L’architecture civile

L’architecture civile du territoire

Le moulin à vent du Cotentin

Moulin à vent

© Moulin à vent du Cotentin

Moulin à vent du Cotentin

© Moulin à vent du Cotentin

Datant de 1744, il a été rénové en 1997. Il est un des rares moulins de Normandie à perpétuer les gestes ancestraux de la meunerie. Grâce à la force du vent, les ailes engendrent tout un mécanisme qui amènent les meules en pierre à écraser et moudre du blé et autres céréales pour en faire de savoureuses farines, propices aux plus succulents mets (crêpes, galettes, bouillies…). Le site est ouvert des vacances de février aux vacances de la Toussaint (début novembre). Les meuniers proposent aux visiteurs de découvrir le fonctionnement d’un moulin à vent, la transformation du blé en farine, les diverses utilisations des farines, leurs vertus, etc. Un film, un espace musée et une boutique de produits du terroir viennent compléter la visite. Des ateliers pédagogiques sont proposés tout au long de l’année aux écoles et centres de loisirs.


Les corps de fermes et manoirs

Le promeneur sera sans doute étonné de découvrir, au travers d’une balade dans le bocage de la Côte des Isles, des corps de fermes et autres manoirs cachés. Ces manoirs, généralement entourés de terres exploitées et de bois, étaient les chefs-lieux de seigneuries territoriales se plaçant dans la hiérarchie féodale, entre le château et la maison rurale. Jusqu’à la Révolution française, les manoirs étaient les centres décisionnels de la petite noblesse qui faisaient exploiter les terres de leur domaine par « leurs » paysans.

Tous les manoirs et toutes les maisons rurales sont des propriétés privées qui ne sont pas systématiquement ouvertes à la visite. Il convient de respecter la tranquillité des propriétaires et locataires. La plupart de ces monuments sont visibles de la route.

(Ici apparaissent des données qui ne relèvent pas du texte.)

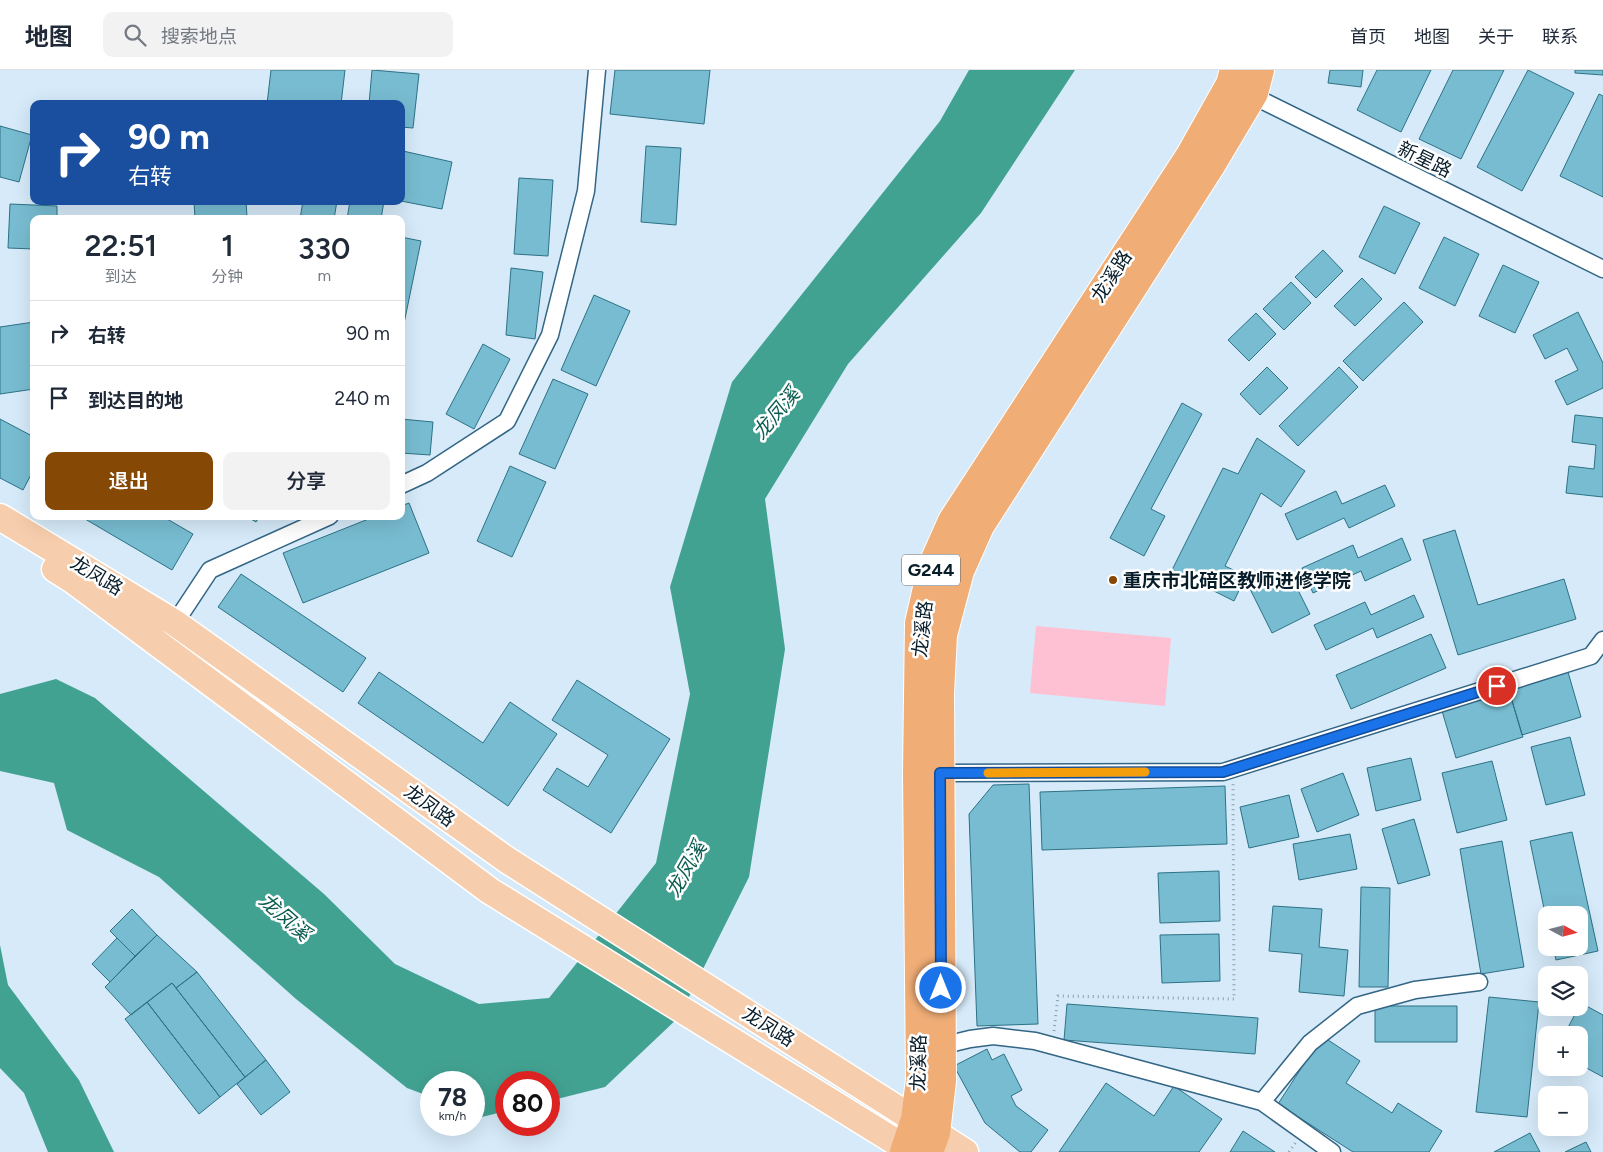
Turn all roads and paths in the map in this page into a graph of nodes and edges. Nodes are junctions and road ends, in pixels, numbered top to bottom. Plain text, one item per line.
1 (597, 70) edge
2 (1260, 70) edge
3 (1239, 83) edge
4 (1603, 268) edge
5 (405, 483) edge
6 (0, 518) edge
7 (321, 520) edge
8 (0, 537) edge
9 (175, 623) junction
10 (1603, 640) edge
11 (1233, 769) junction
12 (940, 773) junction
13 (1479, 982) dead end
14 (1052, 1045) junction
15 (941, 1046) junction
16 (1262, 1102) junction
17 (917, 1143) edge
18 (965, 1152) edge
19 (1332, 1152) edge

1 - 5 street
2 - 3 highway, 龙溪路 / G244
3 - 4 street, 新星路
3 - 12 highway, 龙溪路 / G244
3 - 17 highway, 龙溪路 / G244
6 - 9 main road, 龙凤路
7 - 9 street
8 - 17 main road, 龙凤路
9 - 17 main road, 龙凤路
10 - 11 street
11 - 12 street
11 - 14 path
12 - 15 highway, 龙溪路 / G244
13 - 16 street
14 - 15 street
14 - 16 street
15 - 17 highway, 龙溪路 / G244
16 - 19 street
17 - 18 main road

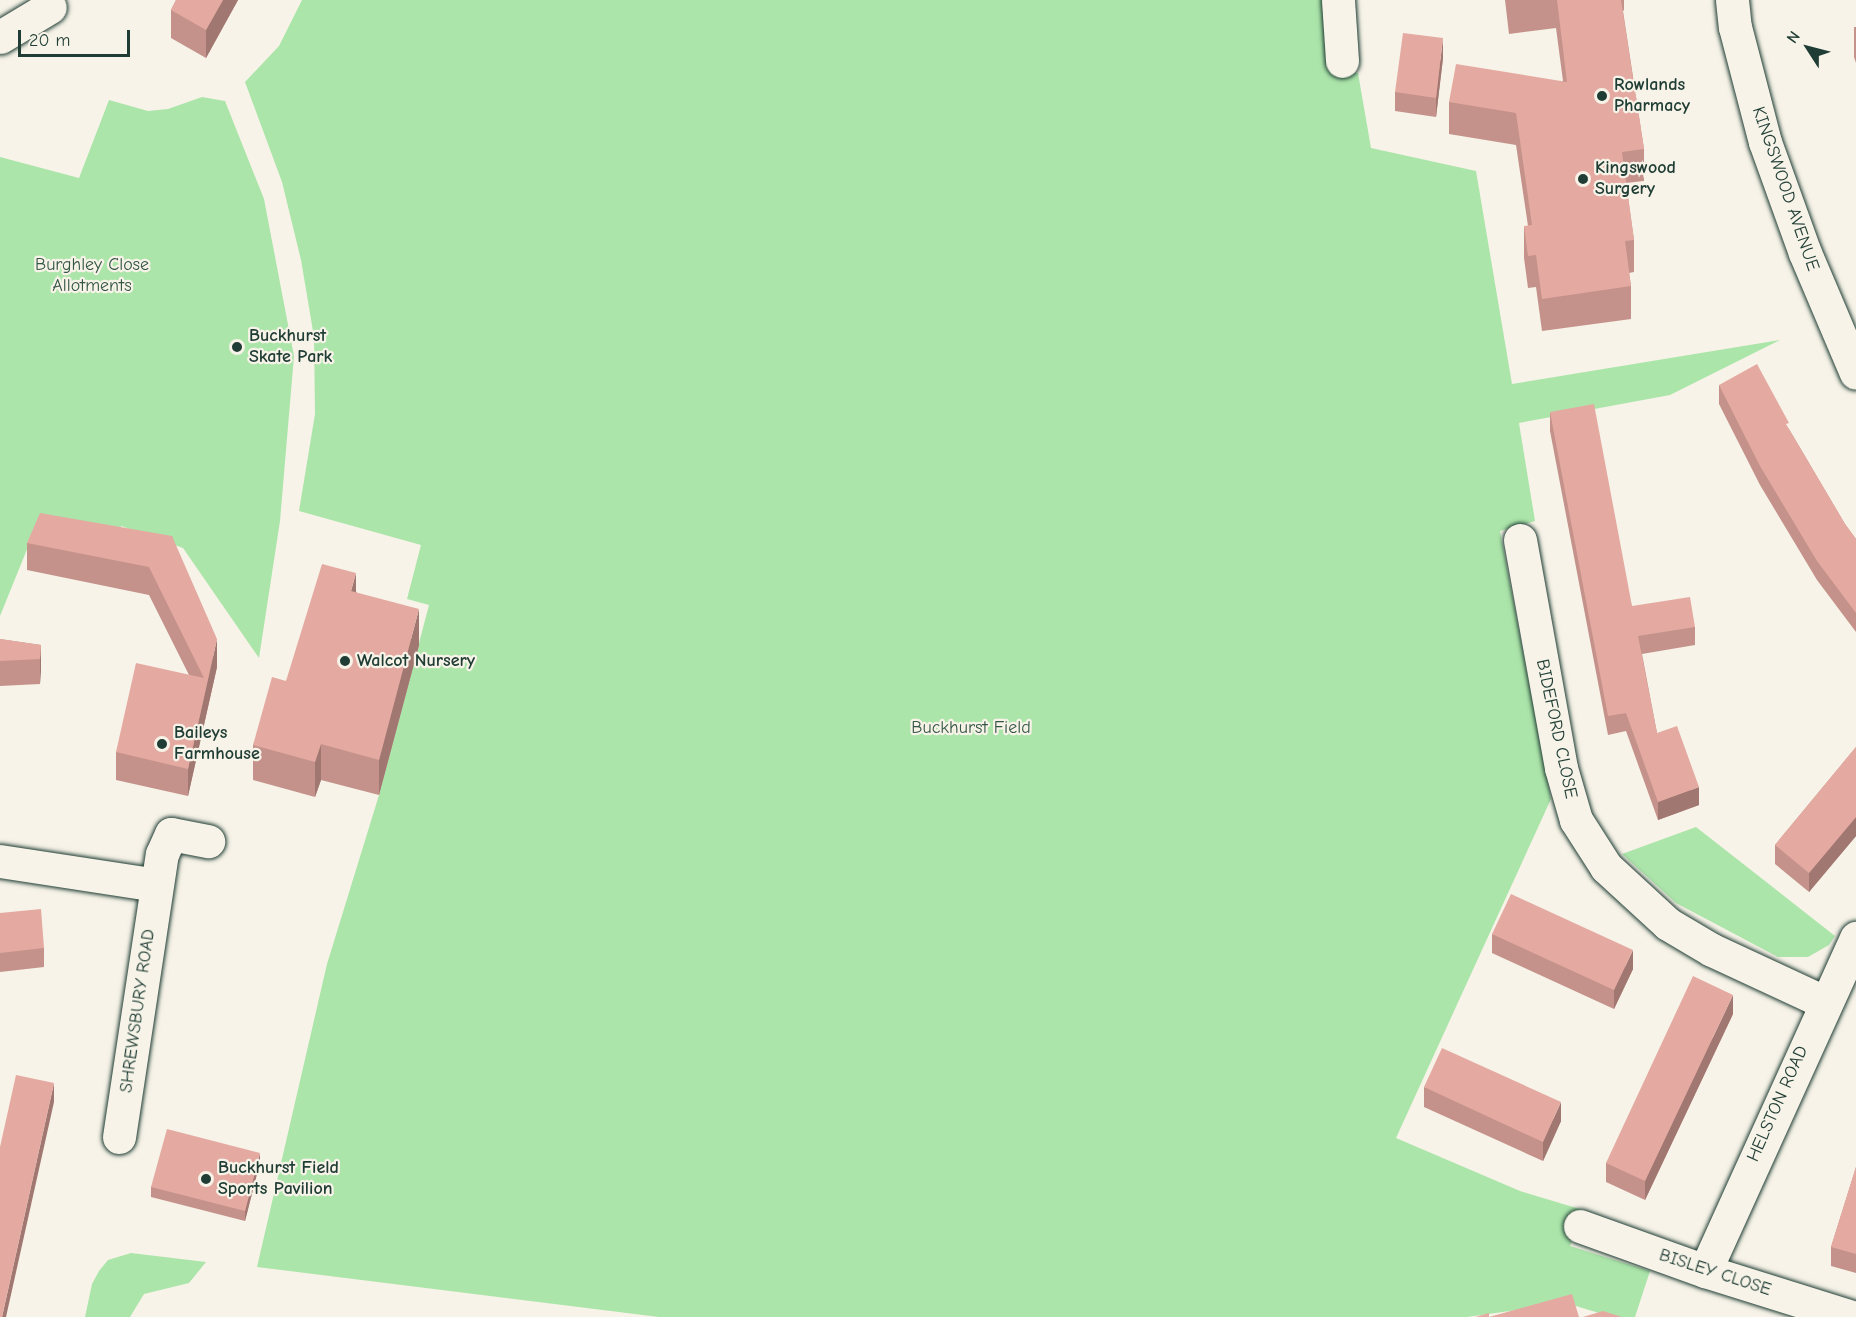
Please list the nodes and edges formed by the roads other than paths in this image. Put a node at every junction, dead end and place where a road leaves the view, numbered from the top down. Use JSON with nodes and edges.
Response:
{"nodes":[{"id":1,"x":1338,"y":0,"type":"edge"},
{"id":2,"x":1732,"y":0,"type":"edge"},
{"id":3,"x":50,"y":7,"type":"dead end"},
{"id":4,"x":0,"y":37,"type":"edge"},
{"id":5,"x":1342,"y":61,"type":"dead end"},
{"id":6,"x":1856,"y":373,"type":"edge"},
{"id":7,"x":1520,"y":540,"type":"dead end"},
{"id":8,"x":208,"y":841,"type":"dead end"},
{"id":9,"x":0,"y":861,"type":"edge"},
{"id":10,"x":156,"y":885,"type":"junction"},
{"id":11,"x":1856,"y":938,"type":"edge"},
{"id":12,"x":1824,"y":1002,"type":"junction"},
{"id":13,"x":120,"y":1137,"type":"dead end"},
{"id":14,"x":1580,"y":1226,"type":"dead end"},
{"id":15,"x":1704,"y":1271,"type":"junction"},
{"id":16,"x":1852,"y":1317,"type":"edge"}],
"edges":[{"from":1,"to":5,"type":"street"},
{"from":2,"to":6,"type":"street","name":"KINGSWOOD AVENUE"},
{"from":3,"to":4,"type":"street"},
{"from":7,"to":12,"type":"street","name":"BIDEFORD CLOSE"},
{"from":8,"to":10,"type":"street","name":"SHREWSBURY ROAD"},
{"from":9,"to":10,"type":"street"},
{"from":10,"to":13,"type":"street","name":"SHREWSBURY ROAD"},
{"from":11,"to":12,"type":"street","name":"HELSTON ROAD"},
{"from":12,"to":15,"type":"street","name":"HELSTON ROAD"},
{"from":14,"to":15,"type":"street","name":"BISLEY CLOSE"},
{"from":15,"to":16,"type":"street","name":"BISLEY CLOSE"}]}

Les maisons de Capitaines au long-cours

La navigation a connu avec les temps, ici en Côte des Isles comme ailleurs, un développement sans pareil mesure. Du simple cabotage sur de petits bateaux, les hommes ont construit des embarcations de plus grandes dimensions pour pouvoir s’aventurer davantage en mer et traverser les océans. Dans le quartier des Ormes à Barneville-Carteret, au dessus de la porte d’entrée de certaines maison, une plaque indique le nom du premier capitaine propriétaire et l’année de construction de la maison. Ce sont pour la plupart des maisons de capitaines au long-cours. Elles constituent un témoignage de l’importance passée de Carteret dans le domaine de la navigation voire de la guerre de course.


Le patrimoine vernaculaire (ou petit patrimoine)

Puits à Canville-la-RocqueLa Côte des Isles compte également la présence de nombreux éléments du petit patrimoine. En effet, nombreux sont les lavoirs dans les hameaux ou petits villages de la Côte des Isles. Avant l’arrivée de l’adduction d’eau potable, ces retenues d’eau en bord de rivière, permettaient, contrairement à une idée reçue, de rincer le linge et non de le laver. Pour rendre le travail plus facile, le rinçage se faisait en groupe et on en profitait pour bavarder, plaisanter, chanter… Avant que les habitants ne puissent bénéficier de l’eau courante dans les habitations, il était nécessaire d’aller chercher de l’eau à la fontaine ou au puits. Ces éléments du patrimoine rural, autrefois essentiels à la vie de tous les jours, sont encore bien présents sur le territoire. La plupart des fontaines se distinguent par leur saint guérisseur dont leur culte est encore très actif en Normandie. Les puits couverts peuvent se présenter sous de multiples formes : encastrés dans un mur au milieu d’une cour ou au bord d’une route ou bien de forme ronde et maçonné en pierre, fermés par une porte ou une grille.

Le lavoir du village du Tôt à Barneville-Carteret a servi de cadre à des spots publicitaires des années 80 pour une marque de machines à laver qui a rendu célèbre Mme Jeanne Denis, de son nom de star la « Mère Denis ».

Avant que chaque logement normand jouisse de l’électricité et des moyens modernes de cuisson, les repas quotidiens se préparaient au feu de bois. Pour cuire le pain, la teurgoule, ou cuisiner le cochon, il n’était pas rare que les habitants d’un même hameau utilisent la « boulangerie » ou four à pain, sorte de petits bâtiments annexés généralement à une grange ou à une ferme.